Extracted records
====

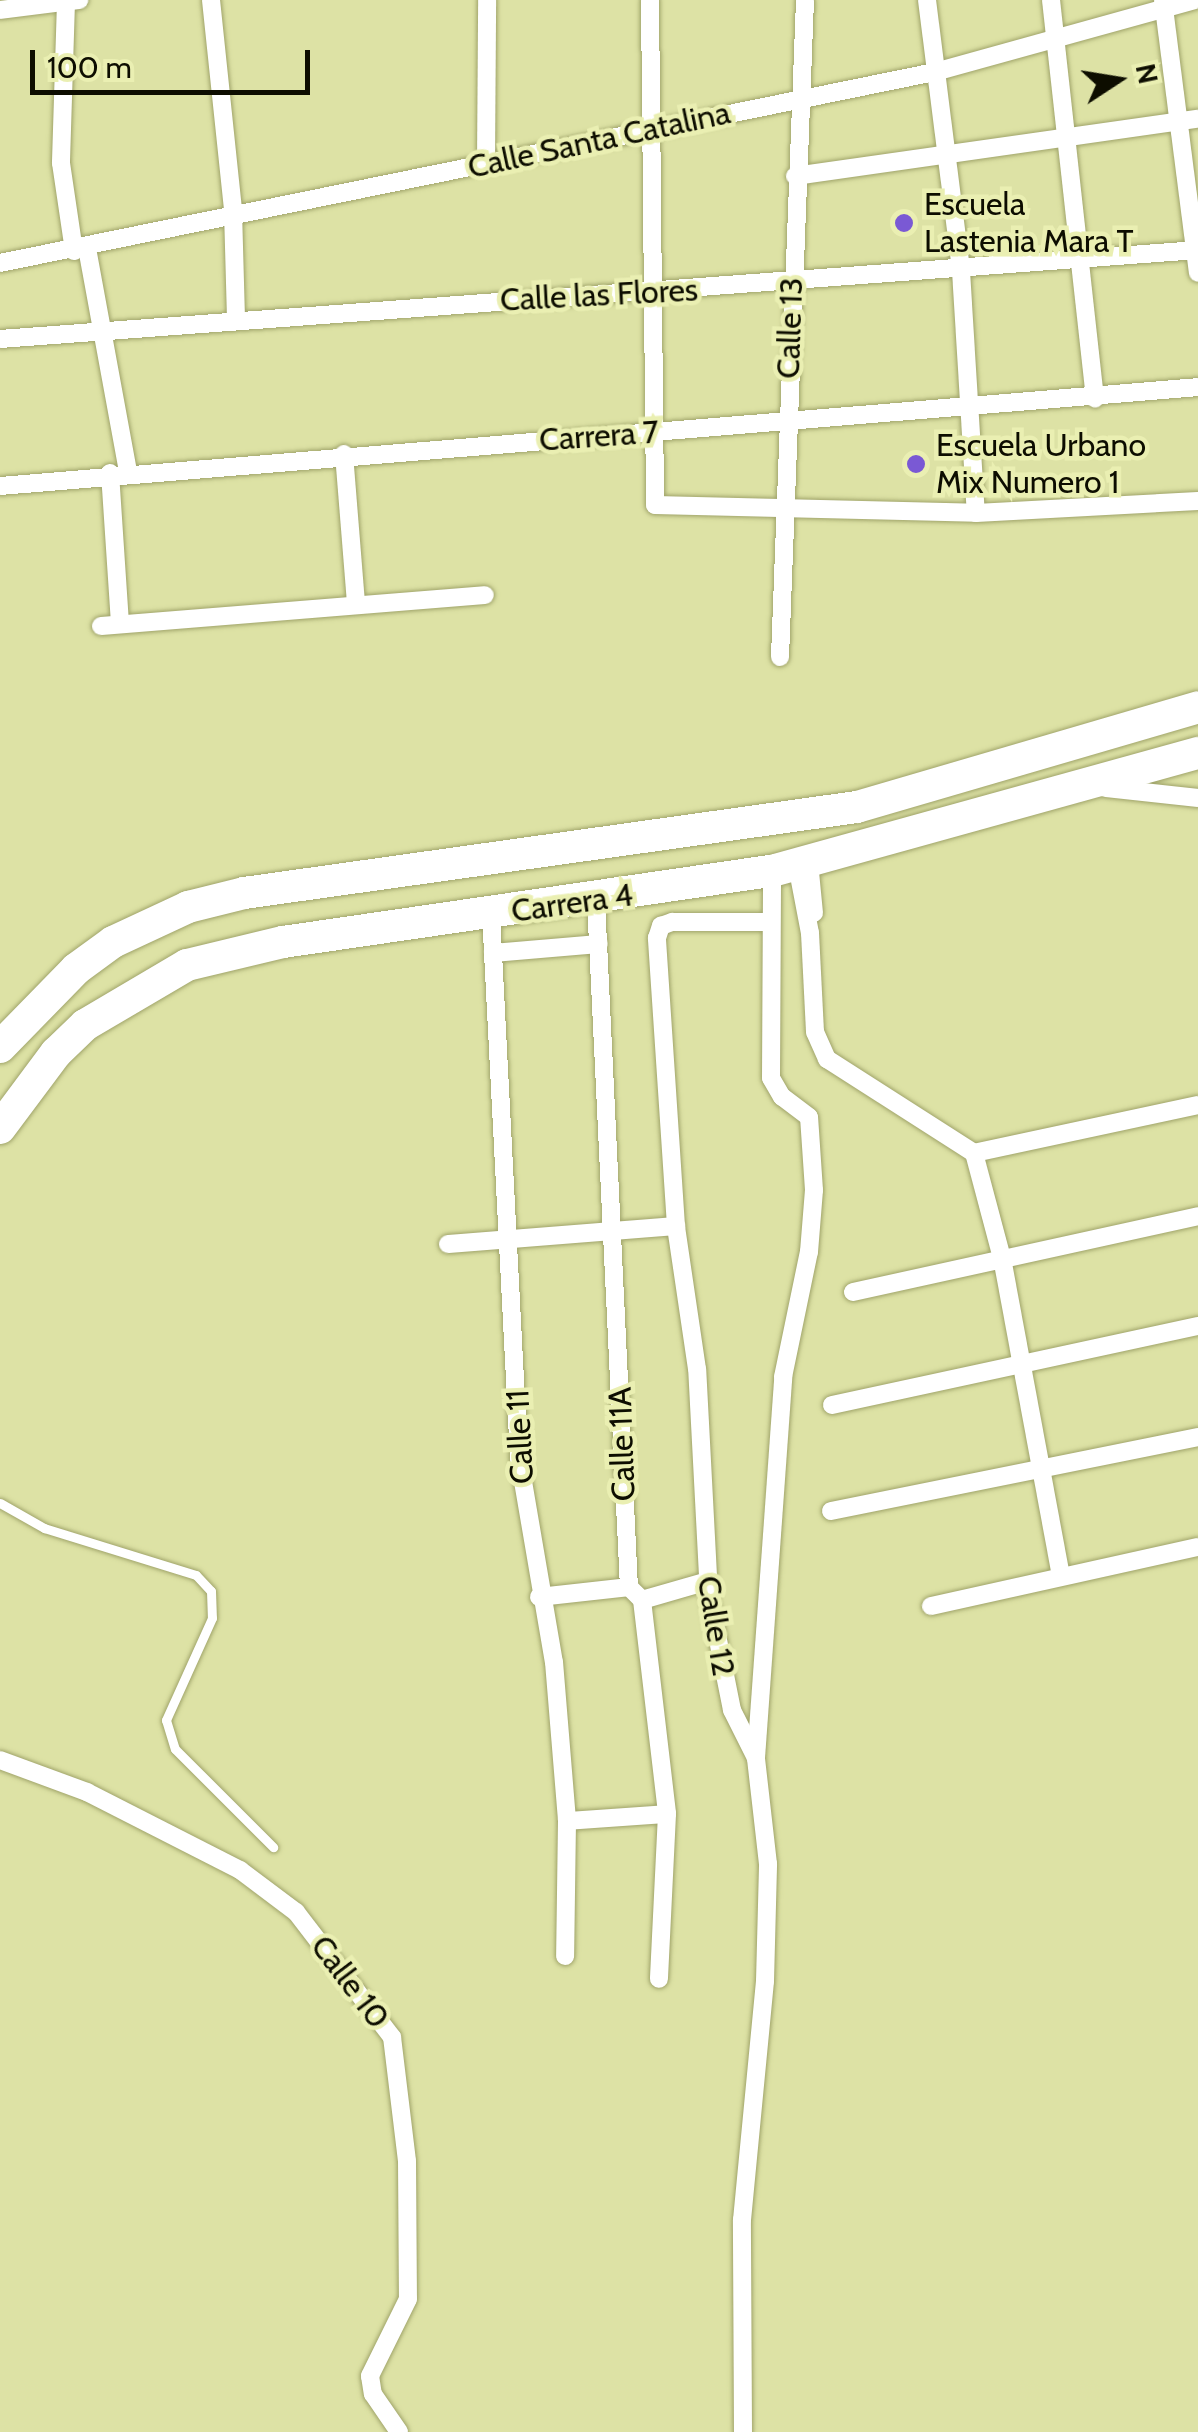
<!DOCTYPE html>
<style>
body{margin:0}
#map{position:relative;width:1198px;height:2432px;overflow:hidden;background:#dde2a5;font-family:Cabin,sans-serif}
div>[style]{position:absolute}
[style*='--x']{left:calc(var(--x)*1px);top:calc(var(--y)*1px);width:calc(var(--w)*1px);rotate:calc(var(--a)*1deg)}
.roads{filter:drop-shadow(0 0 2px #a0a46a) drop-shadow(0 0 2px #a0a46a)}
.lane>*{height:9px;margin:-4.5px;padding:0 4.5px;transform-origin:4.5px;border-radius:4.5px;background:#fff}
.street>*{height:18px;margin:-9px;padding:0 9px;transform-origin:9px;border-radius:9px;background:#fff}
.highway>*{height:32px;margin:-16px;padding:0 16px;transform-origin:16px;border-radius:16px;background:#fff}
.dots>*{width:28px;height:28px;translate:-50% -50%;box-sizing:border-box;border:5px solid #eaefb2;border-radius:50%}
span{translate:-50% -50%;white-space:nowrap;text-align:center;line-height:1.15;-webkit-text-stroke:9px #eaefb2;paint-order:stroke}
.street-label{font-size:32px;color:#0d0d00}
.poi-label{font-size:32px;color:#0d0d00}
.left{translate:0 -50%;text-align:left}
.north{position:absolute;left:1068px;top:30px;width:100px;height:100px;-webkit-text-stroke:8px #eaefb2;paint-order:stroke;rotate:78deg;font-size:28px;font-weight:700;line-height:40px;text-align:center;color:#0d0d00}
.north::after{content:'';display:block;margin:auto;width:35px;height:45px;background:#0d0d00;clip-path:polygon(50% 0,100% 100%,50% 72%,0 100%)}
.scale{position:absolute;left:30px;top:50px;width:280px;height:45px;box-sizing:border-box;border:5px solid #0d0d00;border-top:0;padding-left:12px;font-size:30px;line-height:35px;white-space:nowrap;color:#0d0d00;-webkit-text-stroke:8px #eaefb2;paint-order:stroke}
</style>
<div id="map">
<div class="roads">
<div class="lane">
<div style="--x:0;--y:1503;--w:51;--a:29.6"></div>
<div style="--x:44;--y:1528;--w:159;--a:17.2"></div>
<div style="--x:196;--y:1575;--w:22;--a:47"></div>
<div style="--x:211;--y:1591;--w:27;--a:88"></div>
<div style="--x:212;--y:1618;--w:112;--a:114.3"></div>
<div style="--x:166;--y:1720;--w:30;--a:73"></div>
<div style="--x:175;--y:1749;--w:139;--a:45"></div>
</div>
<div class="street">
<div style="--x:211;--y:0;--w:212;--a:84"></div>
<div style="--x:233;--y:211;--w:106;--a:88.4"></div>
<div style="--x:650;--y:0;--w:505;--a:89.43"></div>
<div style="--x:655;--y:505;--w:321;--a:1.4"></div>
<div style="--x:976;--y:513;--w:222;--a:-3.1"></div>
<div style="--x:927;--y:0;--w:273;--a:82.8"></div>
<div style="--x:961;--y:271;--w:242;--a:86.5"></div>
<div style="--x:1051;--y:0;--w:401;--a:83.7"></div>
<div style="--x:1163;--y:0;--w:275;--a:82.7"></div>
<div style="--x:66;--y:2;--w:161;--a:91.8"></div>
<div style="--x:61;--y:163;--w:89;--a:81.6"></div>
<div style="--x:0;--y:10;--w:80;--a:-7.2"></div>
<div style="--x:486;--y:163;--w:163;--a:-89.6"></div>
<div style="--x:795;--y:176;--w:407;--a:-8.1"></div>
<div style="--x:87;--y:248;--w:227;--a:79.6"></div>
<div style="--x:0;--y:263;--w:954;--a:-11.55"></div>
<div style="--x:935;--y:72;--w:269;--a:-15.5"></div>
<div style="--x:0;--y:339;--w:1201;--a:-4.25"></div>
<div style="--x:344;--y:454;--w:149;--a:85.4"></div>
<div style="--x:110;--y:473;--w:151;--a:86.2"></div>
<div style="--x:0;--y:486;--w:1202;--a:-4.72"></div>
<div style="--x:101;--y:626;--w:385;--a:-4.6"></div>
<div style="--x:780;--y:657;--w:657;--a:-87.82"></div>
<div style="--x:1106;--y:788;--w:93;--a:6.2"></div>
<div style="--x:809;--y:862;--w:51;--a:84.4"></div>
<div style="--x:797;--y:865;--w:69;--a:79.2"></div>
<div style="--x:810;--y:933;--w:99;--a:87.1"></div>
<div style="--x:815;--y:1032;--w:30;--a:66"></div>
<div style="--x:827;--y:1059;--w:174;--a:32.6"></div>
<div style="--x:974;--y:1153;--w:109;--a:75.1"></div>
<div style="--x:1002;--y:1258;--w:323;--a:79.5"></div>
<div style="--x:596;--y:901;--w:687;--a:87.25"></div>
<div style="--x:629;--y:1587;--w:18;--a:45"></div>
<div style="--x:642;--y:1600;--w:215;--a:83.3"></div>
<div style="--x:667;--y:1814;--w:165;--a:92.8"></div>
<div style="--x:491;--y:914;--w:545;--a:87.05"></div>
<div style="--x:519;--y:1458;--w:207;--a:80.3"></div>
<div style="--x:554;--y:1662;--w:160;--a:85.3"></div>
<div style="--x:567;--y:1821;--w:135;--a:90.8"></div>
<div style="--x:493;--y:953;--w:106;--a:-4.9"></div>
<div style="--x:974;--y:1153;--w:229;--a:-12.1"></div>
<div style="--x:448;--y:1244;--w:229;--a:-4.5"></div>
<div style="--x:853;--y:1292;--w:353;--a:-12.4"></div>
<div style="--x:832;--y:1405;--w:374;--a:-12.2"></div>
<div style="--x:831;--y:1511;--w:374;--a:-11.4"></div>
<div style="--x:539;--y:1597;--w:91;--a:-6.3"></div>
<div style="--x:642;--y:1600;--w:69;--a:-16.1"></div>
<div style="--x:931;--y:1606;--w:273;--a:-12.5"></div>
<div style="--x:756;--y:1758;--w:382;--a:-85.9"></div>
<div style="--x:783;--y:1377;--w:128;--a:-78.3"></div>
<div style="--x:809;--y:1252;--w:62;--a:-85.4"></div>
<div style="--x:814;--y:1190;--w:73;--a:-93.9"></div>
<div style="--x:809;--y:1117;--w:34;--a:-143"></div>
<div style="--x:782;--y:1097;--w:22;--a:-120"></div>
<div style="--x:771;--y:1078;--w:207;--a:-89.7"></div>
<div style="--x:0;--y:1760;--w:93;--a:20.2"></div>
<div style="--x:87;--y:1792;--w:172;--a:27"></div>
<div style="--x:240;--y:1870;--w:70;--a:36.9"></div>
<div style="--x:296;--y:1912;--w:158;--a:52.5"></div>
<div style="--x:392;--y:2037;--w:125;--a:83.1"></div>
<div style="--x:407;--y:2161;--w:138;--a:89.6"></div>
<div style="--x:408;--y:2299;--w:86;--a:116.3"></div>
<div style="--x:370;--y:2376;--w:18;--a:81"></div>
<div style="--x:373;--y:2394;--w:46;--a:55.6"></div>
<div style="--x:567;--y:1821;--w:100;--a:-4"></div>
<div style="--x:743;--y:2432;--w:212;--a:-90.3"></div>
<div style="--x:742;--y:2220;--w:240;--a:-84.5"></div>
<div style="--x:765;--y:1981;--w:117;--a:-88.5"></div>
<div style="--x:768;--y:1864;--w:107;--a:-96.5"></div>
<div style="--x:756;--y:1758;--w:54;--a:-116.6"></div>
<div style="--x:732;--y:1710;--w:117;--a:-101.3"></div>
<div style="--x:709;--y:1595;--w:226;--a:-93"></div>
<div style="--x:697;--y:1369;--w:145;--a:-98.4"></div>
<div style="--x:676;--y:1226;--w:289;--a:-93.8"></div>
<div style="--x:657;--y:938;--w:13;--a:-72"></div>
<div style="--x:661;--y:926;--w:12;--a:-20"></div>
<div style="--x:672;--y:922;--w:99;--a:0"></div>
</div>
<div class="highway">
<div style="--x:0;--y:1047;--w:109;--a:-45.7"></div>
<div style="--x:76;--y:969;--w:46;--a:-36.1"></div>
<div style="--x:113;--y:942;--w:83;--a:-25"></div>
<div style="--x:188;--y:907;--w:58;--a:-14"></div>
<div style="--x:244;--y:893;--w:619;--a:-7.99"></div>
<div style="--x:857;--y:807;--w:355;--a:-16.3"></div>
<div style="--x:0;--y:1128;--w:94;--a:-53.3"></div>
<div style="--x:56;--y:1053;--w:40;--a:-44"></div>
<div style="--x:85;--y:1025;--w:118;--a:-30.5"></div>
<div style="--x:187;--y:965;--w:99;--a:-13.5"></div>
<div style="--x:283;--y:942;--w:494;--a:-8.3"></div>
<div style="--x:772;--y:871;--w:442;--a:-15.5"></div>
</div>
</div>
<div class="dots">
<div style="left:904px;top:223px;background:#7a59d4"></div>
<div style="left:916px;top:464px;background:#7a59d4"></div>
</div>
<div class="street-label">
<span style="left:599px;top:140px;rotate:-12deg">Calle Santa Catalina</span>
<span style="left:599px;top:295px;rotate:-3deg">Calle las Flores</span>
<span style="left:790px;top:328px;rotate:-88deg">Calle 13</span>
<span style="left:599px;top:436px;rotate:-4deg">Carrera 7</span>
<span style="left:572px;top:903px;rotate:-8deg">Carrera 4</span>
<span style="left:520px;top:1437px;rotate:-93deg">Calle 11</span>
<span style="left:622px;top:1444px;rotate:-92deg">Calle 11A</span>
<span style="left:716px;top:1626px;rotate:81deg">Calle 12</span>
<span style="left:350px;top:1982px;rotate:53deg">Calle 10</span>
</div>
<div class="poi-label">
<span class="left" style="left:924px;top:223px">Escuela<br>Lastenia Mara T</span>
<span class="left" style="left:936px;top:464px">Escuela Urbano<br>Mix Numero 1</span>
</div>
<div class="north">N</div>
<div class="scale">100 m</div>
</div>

====

What you have to do:
In the records above, find each line with the word "north" and copy it out.

Solution to the problem:
.north{position:absolute;left:1068px;top:30px;width:100px;height:100px;-webkit-text-stroke:8px #eaefb2;paint-order:stroke;rotate:78deg;font-size:28px;font-weight:700;line-height:40px;text-align:center;color:#0d0d00}
.north::after{content:'';display:block;margin:auto;width:35px;height:45px;background:#0d0d00;clip-path:polygon(50% 0,100% 100%,50% 72%,0 100%)}
<div class="north">N</div>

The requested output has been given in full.